7) What this history means for your club (today)
You don’t need to copy the Premier League.
You need to copy the mechanics that made sponsorship evolve.
The modern club sponsorship product has 3 layers
Visibility (baseline)
Activation (interaction)
Proof (reporting)
If you only sell layer 1, you compete on price.
If you sell all 3, you compete on value.
8) A simple “then vs now” table
Then: logo on shirt → “brand awareness” (hard to prove)
Now: logo + activation + QR/CTA + report → awareness and measurable outcomes
Then: sponsorship = goodwill
Now: sponsorship = performance + brand
Then: one-off deals
Now: renewals, multi-event packages, long-term partnerships
9) Quick FAQ (UK, short and direct)
Is “logo-only” sponsorship dead?
No — but it’s the weakest offer. Logo-only becomes strong again when paired with activation + reporting.
Do sponsors expect perfect ROI?
Most don’t. But they do expect proof of delivery and a story backed by numbers.
Can small clubs compete?
Yes.
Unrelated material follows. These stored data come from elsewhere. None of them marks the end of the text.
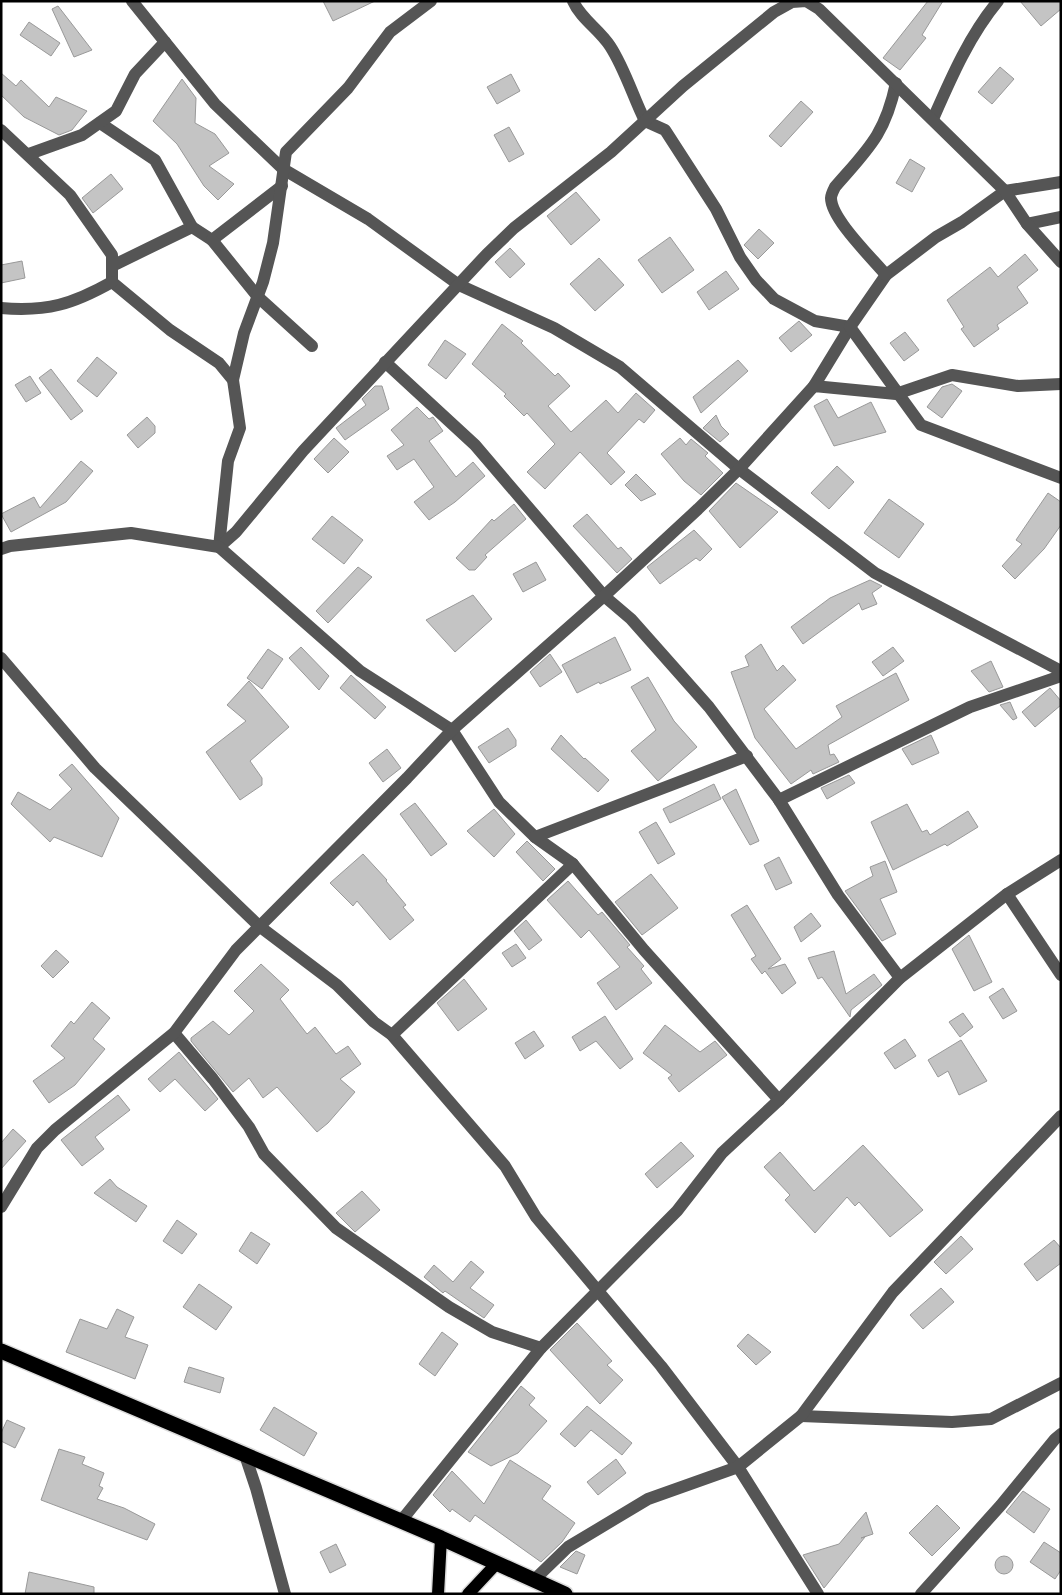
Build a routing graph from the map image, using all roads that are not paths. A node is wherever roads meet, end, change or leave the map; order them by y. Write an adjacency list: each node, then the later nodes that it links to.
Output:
1 (132, 1): 6 (street)
2 (431, 1): 13 (street)
3 (573, 1): 9 (street)
4 (998, 1): 8 (street)
5 (792, 2): 7 (street); 9 (street)
6 (165, 42): 10 (street); 13 (street)
7 (896, 83): 8 (street); 23 (street)
8 (933, 120): 16 (street)
9 (645, 121): 25 (street); 28 (street)
10 (100, 123): 12 (street); 19 (street)
11 (1, 130): 12 (street)
12 (29, 154): 22 (street)
13 (283, 169): 15 (street); 25 (street)
14 (1061, 182): 16 (street)
15 (282, 186): 20 (street); 26 (street)
16 (1005, 191): 18 (street); 23 (street)
17 (1061, 217): 18 (street)
18 (1026, 224): 21 (street)
19 (192, 227): 20 (street); 22 (street)
20 (212, 240): 26 (street)
21 (1061, 262)
22 (112, 266): 24 (street)
23 (886, 275): 28 (street)
24 (112, 282): 27 (street); 31 (street)
25 (459, 285): 30 (street); 35 (street)
26 (258, 297): 29 (street); 31 (street)
27 (1, 308)
28 (850, 327): 33 (street); 34 (street)
29 (312, 346)
30 (385, 362): 37 (street); 39 (street)
31 (233, 380): 37 (street)
32 (1061, 384): 34 (street)
33 (814, 386): 34 (street); 35 (street)
34 (896, 394): 36 (street)
35 (739, 470): 39 (street); 41 (street)
36 (1061, 478)
37 (219, 547): 38 (street); 43 (street)
38 (1, 549)
39 (604, 596): 43 (street); 44 (street)
40 (1, 658): 50 (street)
41 (1061, 671)
42 (1061, 676): 45 (street)
43 (452, 730): 46 (street); 50 (street)
44 (747, 756): 45 (street); 46 (street)
45 (779, 800): 52 (street)
46 (535, 837): 48 (street)
47 (1061, 860): 49 (street)
48 (573, 864): 54 (street); 55 (street)
49 (1007, 894): 51 (street); 52 (street)
50 (259, 926): 53 (street); 54 (street)
51 (1061, 975)
52 (900, 978): 55 (street)
53 (174, 1033): 57 (street); 59 (street)
54 (392, 1036): 58 (street)
55 (779, 1100): 58 (street)
56 (1061, 1116): 62 (street)
57 (1, 1207)
58 (598, 1288): 59 (street); 65 (street)
59 (541, 1348): 66 (street)
60 (1, 1351): 64 (highway)
61 (1061, 1383): 62 (street)
62 (801, 1416): 65 (street)
63 (1061, 1434): 75 (street)
64 (245, 1455): 66 (highway); 70 (street)
65 (738, 1467): 69 (street); 74 (street)
66 (401, 1521): 67 (highway)
67 (441, 1538): 68 (highway); 71 (main road)
68 (497, 1563): 69 (highway); 72 (main road)
69 (534, 1580): 73 (highway)
70 (285, 1594)
71 (438, 1594)
72 (468, 1594)
73 (564, 1594)
74 (818, 1594)
75 (921, 1594)

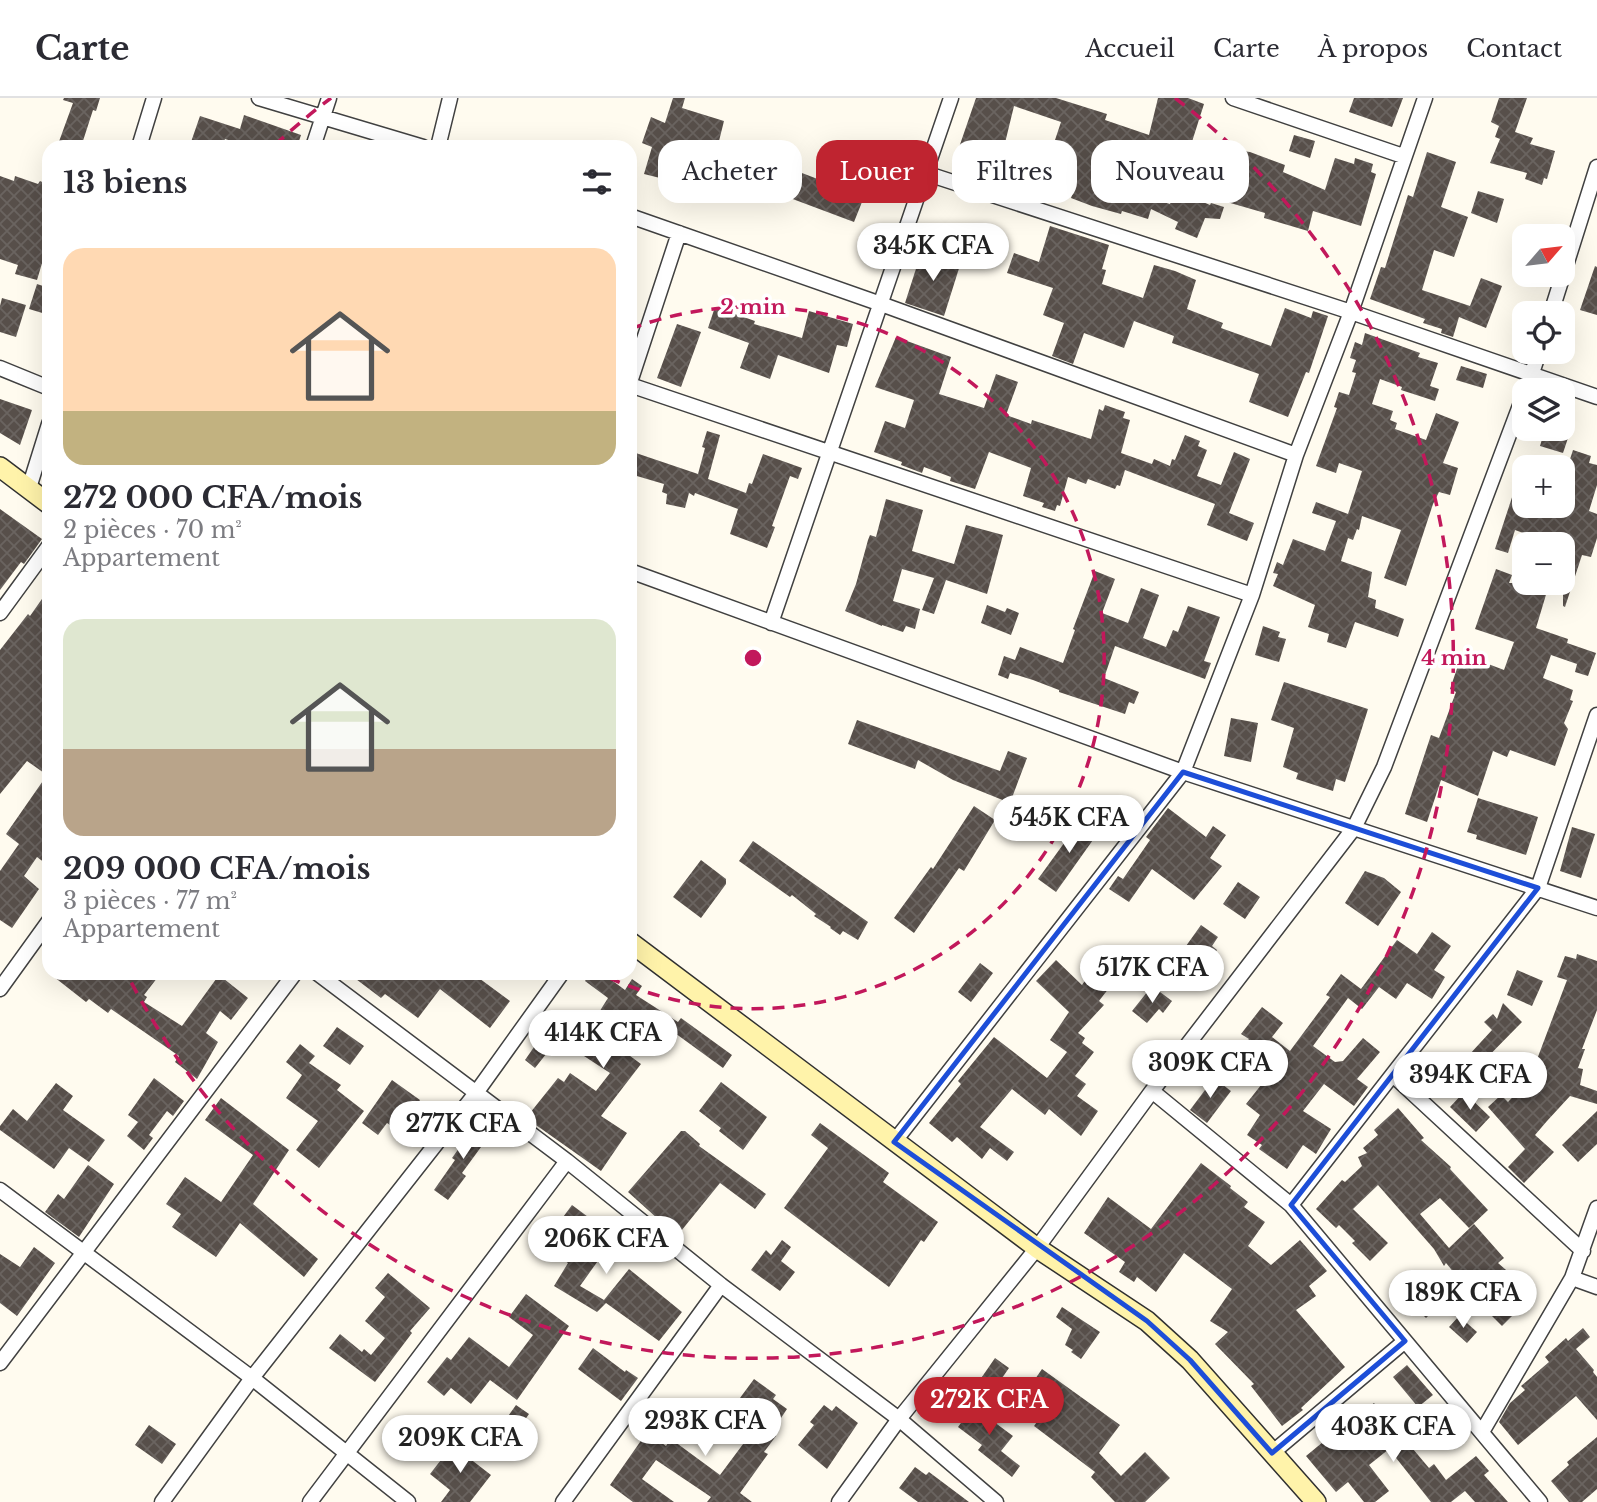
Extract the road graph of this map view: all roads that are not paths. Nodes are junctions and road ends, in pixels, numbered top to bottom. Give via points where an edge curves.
1 (154, 98) edge
2 (259, 98) edge
3 (329, 98) edge
4 (450, 98) edge
5 (951, 98) edge
6 (1233, 98) edge
7 (1425, 98) edge
8 (323, 117) junction
9 (141, 140) edge
10 (315, 140) edge
11 (400, 140) edge
12 (440, 140) edge
13 (936, 140) edge
14 (1404, 156) junction
15 (1597, 167) edge
16 (938, 177) edge
17 (915, 203) edge
18 (637, 218) edge
19 (679, 233) junction
20 (1555, 301) edge
21 (881, 304) junction
22 (1351, 312) junction
23 (637, 362) edge
24 (1535, 364) edge
25 (0, 368) edge
26 (1532, 375) junction
27 (1531, 378) edge
28 (42, 385) edge
29 (637, 386) edge
30 (1597, 397) edge
31 (1512, 427) edge
32 (42, 446) edge
33 (831, 452) junction
34 (1296, 455) junction
35 (0, 467) edge
36 (29, 488) junction
37 (42, 498) edge
38 (42, 555) edge
39 (637, 574) edge
40 (1252, 596) junction
41 (0, 612) edge
42 (771, 623) junction
43 (1597, 715) edge
44 (1182, 772) junction
45 (1354, 828) junction
46 (1538, 888) junction
47 (1597, 908) edge
48 (42, 931) edge
49 (637, 947) edge
50 (290, 980) edge
51 (326, 980) edge
52 (557, 980) edge
53 (0, 989) edge
54 (1393, 1075) junction
55 (1152, 1091) junction
56 (476, 1093) junction
57 (894, 1142) junction
58 (567, 1161) junction
59 (0, 1190) edge
60 (1291, 1205) junction
61 (1597, 1208) edge
62 (1037, 1248) junction
63 (1583, 1251) junction
64 (83, 1253) junction
65 (1572, 1278) junction
66 (721, 1285) junction
67 (1597, 1287) edge
68 (1405, 1341) junction
69 (0, 1363) edge
70 (252, 1378) junction
71 (899, 1419) junction
72 (1482, 1432) junction
73 (1272, 1453) junction
74 (345, 1454) junction
75 (162, 1502) edge
76 (310, 1502) edge
77 (408, 1502) edge
78 (563, 1502) edge
79 (839, 1502) edge
80 (996, 1502) edge
81 (1316, 1502) edge
82 (1540, 1502) edge

1 - 9 street
2 - 8 street
3 - 8 street
4 - 12 street
5 - 13 street
6 - 14 street
7 - 14 street
8 - 10 street
8 - 11 street
14 - 22 street
15 - 20 street
16 - 22 street
17 - 21 street
18 - 19 street
19 - 21 street
19 - 23 street
21 - 33 street
21 - 34 street
22 - 26 street
22 - 34 street
24 - 26 street
25 - 28 street
26 - 27 street
26 - 30 street
29 - 33 street
31 - 45 street via 1384,768
32 - 36 street
33 - 40 street
33 - 42 street
34 - 40 street
35 - 36 street
36 - 37 street
38 - 41 street
39 - 42 street
40 - 44 street
42 - 44 street
43 - 46 street
44 - 45 street
44 - 57 street
45 - 46 street
45 - 55 street
46 - 47 street
46 - 54 street
48 - 53 street
49 - 57 street
50 - 64 street
51 - 56 street
52 - 56 street
54 - 60 street
54 - 63 street
55 - 60 street
55 - 62 street
56 - 58 street
56 - 70 street
57 - 62 street
58 - 66 street
58 - 74 street
59 - 64 street
60 - 68 street
61 - 63 street
62 - 71 street
62 - 73 street via 1147,1321 1190,1360
63 - 65 street
64 - 69 street
64 - 70 street
65 - 67 street
65 - 72 street
66 - 71 street
66 - 78 street
68 - 72 street
68 - 73 street
70 - 74 street
70 - 75 street
71 - 79 street
71 - 80 street
72 - 82 street
73 - 81 street
74 - 76 street
74 - 77 street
Local relevance + strong activation often beats big-but-generic reach.
10) Your next move (this week)
If you want your sponsorship to feel modern, do this:
Pick one activation (MVP voting or QR raffle).
Add one CTA (landing page link, discount, opt-in).
Send one report after the event (reach, clicks, entries, photos, links).
That’s it. You just moved from “1973 sponsorship” to “digital-era sponsorship”.